# What the task asks
For the records below, print every one exactly, with nothing dropped.

# Exercise materials

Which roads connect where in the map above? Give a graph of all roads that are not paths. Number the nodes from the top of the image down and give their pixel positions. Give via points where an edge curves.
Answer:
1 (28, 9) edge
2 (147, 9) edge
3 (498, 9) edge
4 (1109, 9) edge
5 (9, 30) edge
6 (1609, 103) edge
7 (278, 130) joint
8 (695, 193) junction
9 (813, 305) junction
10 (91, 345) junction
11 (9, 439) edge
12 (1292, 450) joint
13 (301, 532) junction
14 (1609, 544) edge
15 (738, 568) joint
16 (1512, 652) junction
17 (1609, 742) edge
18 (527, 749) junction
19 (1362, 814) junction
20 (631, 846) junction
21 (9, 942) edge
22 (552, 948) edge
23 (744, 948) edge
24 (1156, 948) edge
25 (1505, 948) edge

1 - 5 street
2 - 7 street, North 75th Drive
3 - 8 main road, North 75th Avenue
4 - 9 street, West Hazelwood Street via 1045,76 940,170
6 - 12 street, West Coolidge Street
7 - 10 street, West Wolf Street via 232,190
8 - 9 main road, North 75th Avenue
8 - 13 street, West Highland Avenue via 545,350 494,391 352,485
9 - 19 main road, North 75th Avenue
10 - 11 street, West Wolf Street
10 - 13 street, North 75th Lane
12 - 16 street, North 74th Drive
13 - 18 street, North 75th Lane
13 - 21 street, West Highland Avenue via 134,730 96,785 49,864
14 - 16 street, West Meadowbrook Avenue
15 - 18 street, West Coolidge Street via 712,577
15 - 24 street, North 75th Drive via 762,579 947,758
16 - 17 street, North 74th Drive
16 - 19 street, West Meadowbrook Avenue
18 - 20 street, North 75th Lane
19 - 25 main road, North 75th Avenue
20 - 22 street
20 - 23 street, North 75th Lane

# Reply to the task
Which roads connect where in the map above? Give a graph of all roads that are not paths. Number the nodes from the top of the image down and give their pixel positions. Give via points where an edge curves.
Answer:
1 (28, 9) edge
2 (147, 9) edge
3 (498, 9) edge
4 (1109, 9) edge
5 (9, 30) edge
6 (1609, 103) edge
7 (278, 130) joint
8 (695, 193) junction
9 (813, 305) junction
10 (91, 345) junction
11 (9, 439) edge
12 (1292, 450) joint
13 (301, 532) junction
14 (1609, 544) edge
15 (738, 568) joint
16 (1512, 652) junction
17 (1609, 742) edge
18 (527, 749) junction
19 (1362, 814) junction
20 (631, 846) junction
21 (9, 942) edge
22 (552, 948) edge
23 (744, 948) edge
24 (1156, 948) edge
25 (1505, 948) edge

1 - 5 street
2 - 7 street, North 75th Drive
3 - 8 main road, North 75th Avenue
4 - 9 street, West Hazelwood Street via 1045,76 940,170
6 - 12 street, West Coolidge Street
7 - 10 street, West Wolf Street via 232,190
8 - 9 main road, North 75th Avenue
8 - 13 street, West Highland Avenue via 545,350 494,391 352,485
9 - 19 main road, North 75th Avenue
10 - 11 street, West Wolf Street
10 - 13 street, North 75th Lane
12 - 16 street, North 74th Drive
13 - 18 street, North 75th Lane
13 - 21 street, West Highland Avenue via 134,730 96,785 49,864
14 - 16 street, West Meadowbrook Avenue
15 - 18 street, West Coolidge Street via 712,577
15 - 24 street, North 75th Drive via 762,579 947,758
16 - 17 street, North 74th Drive
16 - 19 street, West Meadowbrook Avenue
18 - 20 street, North 75th Lane
19 - 25 main road, North 75th Avenue
20 - 22 street
20 - 23 street, North 75th Lane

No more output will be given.